Nearly two years after visiting the Centennial Exposition, in May 1878, Colonel Albert Augustus Pope arrived at Hartford’s Asylum Street station on a New Haven Railroad day coach from Boston. He brought with him not luggage, but a Duplex Excelsior ordinary bicycle that he had recently imported from England. When Pope retrieved the vehicle from the train’s baggage car, the 56" high-mount bicycle was the first of its kind to appear in Hartford. Drawing quizzical stares from station onlookers, Pope skillfully mounted the Duplex Excelsior and rode off in the direction of the Weed Sewing Machine Company on nearby Capitol Avenue, a cadre of curious children traipsing behind him.7
Since returning from the Centennial Exposition, Pope decided to pursue the business of manufacturing and selling ordinary bicycles—having first learned to ride and enjoy the vehicle himself at his home in Boston—and had purchased a batch of fifty ordinary bicycles from England, with which he intended to test the market.
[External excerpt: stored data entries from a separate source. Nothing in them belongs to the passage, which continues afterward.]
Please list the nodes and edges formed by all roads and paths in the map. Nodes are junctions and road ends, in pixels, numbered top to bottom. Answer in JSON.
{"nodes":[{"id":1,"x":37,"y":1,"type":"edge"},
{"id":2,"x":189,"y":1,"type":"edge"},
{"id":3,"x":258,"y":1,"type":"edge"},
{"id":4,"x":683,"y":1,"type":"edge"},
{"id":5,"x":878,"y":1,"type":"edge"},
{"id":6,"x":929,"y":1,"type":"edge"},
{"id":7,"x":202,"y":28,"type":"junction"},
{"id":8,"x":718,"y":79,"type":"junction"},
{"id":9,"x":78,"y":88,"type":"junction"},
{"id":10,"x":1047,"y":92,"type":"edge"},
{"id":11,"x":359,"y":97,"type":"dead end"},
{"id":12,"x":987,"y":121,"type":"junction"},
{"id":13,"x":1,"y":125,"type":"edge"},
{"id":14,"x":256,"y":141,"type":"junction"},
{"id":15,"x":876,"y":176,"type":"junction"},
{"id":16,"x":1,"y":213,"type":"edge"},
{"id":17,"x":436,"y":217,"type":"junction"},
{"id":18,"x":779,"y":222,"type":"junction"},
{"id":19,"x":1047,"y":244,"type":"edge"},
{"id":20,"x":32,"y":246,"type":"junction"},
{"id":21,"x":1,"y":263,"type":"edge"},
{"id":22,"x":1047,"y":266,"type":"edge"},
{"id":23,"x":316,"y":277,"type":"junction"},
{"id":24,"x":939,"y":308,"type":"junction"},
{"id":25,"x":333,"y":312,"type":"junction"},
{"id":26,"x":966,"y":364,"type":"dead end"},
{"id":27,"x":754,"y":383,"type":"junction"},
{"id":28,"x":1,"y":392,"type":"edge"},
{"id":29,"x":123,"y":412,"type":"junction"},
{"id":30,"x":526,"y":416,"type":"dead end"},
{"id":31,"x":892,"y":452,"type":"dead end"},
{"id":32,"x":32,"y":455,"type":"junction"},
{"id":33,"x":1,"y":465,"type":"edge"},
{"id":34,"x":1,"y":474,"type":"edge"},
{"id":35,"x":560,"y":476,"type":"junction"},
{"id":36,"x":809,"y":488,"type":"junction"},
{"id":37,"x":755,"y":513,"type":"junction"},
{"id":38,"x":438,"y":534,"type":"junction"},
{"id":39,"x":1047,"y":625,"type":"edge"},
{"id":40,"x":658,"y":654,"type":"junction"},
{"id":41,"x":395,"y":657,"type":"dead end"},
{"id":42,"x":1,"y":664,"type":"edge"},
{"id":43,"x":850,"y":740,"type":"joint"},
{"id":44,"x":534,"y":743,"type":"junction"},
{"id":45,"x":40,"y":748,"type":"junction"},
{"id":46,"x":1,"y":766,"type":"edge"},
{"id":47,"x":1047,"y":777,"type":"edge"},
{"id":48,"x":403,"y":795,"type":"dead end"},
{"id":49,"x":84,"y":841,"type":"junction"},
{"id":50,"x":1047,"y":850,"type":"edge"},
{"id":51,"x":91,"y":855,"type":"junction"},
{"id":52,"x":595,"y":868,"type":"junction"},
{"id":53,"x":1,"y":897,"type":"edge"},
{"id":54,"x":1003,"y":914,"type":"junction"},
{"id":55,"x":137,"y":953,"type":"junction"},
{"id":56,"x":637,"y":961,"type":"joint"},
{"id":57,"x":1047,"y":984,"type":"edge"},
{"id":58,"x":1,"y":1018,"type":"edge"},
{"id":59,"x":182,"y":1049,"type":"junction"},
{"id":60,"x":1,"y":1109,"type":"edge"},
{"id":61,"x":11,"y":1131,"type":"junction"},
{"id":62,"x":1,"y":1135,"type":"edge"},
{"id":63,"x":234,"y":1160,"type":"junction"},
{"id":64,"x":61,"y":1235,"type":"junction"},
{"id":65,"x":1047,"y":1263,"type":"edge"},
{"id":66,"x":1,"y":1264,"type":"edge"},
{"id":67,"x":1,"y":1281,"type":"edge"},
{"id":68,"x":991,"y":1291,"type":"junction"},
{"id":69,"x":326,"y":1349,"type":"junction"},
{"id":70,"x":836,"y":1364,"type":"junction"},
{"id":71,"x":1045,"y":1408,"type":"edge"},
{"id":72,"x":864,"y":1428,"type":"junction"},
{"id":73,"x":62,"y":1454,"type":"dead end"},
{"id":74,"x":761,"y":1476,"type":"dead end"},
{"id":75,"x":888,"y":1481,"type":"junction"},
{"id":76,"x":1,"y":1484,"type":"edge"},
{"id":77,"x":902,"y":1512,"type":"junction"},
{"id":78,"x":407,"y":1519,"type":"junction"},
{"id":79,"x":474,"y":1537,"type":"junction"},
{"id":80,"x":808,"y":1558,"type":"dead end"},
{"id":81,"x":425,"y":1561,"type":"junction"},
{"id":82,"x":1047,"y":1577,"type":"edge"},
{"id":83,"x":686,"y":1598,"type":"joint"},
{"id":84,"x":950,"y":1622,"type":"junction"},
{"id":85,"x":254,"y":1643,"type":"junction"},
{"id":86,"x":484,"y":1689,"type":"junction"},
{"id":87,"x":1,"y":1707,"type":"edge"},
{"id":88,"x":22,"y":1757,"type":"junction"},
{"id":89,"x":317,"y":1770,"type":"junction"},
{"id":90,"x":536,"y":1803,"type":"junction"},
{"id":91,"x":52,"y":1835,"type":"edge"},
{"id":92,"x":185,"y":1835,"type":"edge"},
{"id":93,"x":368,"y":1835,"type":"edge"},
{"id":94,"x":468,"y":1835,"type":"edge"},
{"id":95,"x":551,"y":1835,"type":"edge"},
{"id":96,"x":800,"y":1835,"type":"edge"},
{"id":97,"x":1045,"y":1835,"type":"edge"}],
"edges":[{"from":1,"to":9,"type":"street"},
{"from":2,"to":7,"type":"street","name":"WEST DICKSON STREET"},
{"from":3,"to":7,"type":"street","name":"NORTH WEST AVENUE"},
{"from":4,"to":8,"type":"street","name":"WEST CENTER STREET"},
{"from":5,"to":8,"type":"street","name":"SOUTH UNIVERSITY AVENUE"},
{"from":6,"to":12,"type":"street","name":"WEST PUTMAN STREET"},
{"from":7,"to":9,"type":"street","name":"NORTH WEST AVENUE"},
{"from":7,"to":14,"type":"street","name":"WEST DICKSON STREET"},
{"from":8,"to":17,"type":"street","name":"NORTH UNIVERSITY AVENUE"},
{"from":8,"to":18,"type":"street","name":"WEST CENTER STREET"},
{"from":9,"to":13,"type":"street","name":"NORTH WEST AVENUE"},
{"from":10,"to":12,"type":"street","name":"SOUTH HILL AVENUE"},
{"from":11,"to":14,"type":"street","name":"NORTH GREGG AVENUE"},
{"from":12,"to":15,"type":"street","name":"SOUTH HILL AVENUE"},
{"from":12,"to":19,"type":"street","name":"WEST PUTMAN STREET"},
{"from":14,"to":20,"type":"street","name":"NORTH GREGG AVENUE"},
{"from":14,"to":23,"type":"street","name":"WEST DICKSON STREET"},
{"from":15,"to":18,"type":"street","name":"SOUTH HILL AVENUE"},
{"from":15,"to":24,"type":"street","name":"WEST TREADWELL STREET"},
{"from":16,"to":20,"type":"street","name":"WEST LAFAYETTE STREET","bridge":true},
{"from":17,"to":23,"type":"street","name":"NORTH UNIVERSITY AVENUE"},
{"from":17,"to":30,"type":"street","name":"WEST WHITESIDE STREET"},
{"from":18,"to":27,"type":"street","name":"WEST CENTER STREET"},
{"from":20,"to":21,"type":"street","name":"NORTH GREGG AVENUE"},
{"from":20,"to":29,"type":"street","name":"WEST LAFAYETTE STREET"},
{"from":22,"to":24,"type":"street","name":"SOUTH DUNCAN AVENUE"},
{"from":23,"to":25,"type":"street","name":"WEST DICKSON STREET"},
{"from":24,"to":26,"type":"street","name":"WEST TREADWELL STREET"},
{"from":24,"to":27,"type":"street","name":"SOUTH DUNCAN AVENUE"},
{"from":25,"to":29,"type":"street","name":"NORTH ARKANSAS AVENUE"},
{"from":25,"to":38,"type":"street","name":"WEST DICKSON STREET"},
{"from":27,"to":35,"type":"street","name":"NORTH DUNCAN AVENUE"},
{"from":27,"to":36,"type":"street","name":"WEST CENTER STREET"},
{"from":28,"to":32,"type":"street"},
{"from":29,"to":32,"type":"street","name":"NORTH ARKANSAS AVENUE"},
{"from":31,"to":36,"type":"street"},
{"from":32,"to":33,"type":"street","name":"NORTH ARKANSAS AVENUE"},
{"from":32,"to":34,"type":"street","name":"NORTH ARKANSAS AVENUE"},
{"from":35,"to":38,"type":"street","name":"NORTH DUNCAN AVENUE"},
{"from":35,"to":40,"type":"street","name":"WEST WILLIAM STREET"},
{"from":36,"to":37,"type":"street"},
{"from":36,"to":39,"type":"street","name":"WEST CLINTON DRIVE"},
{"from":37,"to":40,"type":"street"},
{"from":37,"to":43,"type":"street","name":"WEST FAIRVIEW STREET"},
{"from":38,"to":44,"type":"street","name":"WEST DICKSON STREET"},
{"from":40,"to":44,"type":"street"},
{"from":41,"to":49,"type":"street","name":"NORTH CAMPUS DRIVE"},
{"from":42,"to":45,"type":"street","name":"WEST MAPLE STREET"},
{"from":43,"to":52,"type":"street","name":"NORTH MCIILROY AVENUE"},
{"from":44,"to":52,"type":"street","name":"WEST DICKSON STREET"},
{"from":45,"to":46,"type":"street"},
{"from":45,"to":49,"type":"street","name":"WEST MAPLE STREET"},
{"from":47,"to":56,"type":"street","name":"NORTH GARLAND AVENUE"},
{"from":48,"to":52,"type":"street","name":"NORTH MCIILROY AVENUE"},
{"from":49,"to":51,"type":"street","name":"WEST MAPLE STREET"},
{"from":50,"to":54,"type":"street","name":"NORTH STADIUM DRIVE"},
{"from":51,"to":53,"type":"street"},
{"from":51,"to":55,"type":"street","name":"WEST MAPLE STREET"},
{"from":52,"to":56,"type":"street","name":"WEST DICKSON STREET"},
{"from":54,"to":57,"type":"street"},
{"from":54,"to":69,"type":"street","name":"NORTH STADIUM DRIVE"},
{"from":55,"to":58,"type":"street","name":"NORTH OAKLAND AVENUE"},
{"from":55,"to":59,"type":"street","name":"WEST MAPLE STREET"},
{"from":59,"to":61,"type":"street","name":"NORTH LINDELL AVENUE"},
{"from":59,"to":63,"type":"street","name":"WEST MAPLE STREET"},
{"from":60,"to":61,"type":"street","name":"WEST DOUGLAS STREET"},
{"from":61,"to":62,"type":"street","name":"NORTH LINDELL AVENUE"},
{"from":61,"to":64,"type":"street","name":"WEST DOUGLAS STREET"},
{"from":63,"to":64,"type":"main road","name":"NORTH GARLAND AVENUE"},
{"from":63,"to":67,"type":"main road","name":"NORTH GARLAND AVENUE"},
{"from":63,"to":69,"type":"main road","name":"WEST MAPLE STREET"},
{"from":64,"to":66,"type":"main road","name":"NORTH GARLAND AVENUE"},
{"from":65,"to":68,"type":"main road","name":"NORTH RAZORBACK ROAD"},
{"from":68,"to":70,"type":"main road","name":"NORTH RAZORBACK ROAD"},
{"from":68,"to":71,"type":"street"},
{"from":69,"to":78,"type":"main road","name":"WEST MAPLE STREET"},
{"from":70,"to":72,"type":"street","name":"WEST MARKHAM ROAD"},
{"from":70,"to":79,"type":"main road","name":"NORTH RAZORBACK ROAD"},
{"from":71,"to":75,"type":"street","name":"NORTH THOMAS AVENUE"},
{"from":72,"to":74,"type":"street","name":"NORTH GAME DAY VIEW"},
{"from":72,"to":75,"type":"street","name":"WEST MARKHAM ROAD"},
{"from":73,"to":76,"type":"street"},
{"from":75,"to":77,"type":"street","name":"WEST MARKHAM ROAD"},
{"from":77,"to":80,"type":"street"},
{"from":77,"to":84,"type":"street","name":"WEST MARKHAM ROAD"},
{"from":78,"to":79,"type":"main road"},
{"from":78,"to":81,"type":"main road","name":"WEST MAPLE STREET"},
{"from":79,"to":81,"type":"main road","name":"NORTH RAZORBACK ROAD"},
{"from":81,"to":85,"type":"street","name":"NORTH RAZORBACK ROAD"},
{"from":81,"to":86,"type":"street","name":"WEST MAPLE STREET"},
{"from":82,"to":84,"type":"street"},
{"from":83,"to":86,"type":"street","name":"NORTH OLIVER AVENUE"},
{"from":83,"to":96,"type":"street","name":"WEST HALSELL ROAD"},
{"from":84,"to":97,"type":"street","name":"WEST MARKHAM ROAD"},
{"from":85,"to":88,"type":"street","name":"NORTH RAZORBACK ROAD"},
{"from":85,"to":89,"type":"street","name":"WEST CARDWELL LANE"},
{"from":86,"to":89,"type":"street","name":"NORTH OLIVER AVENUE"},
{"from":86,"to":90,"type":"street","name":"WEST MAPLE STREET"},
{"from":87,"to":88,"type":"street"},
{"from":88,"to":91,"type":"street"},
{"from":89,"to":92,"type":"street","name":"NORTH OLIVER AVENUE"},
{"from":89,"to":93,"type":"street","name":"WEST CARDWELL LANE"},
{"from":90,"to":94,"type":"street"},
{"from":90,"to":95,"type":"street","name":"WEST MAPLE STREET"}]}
However, rather than retool his factory in Boston to manufacture bicycles, Pope thought it best to find a business partner to make the bicycles for him, while he focused his talents as a salesman on promoting the product. As he himself once said, “I could not make a bicycle if my life depended on it, but I know how to sell them.”8
The Weed Sewing Machine Company, headed by George A. Fairfield, a fellow Civil War colonel, was a logical choice. The firm was well respected in the shoe manufacturing industry with which Pope was familiar, and had in place a skilled workforce that was experienced in making interchangeable parts. As it happened, the sewing machine business was then in a slump, and whether Pope was aware of it or not, the Weed Company was looking for a new source of revenue. So when Pope approached Fairfield with an offer to make a batch of fifty ordinary bicycles for him based on the Duplex Excelsior—to be sold under the American trade name Columbia—Fairfield accepted.
Even with a prototype at hand, however, manufacturing the bicycles proved a daunting task. To replicate the English model, Weed Company engineers had to design and forge seventy-seven unique parts, some of which required large and expensive dies costing hundreds of dollars.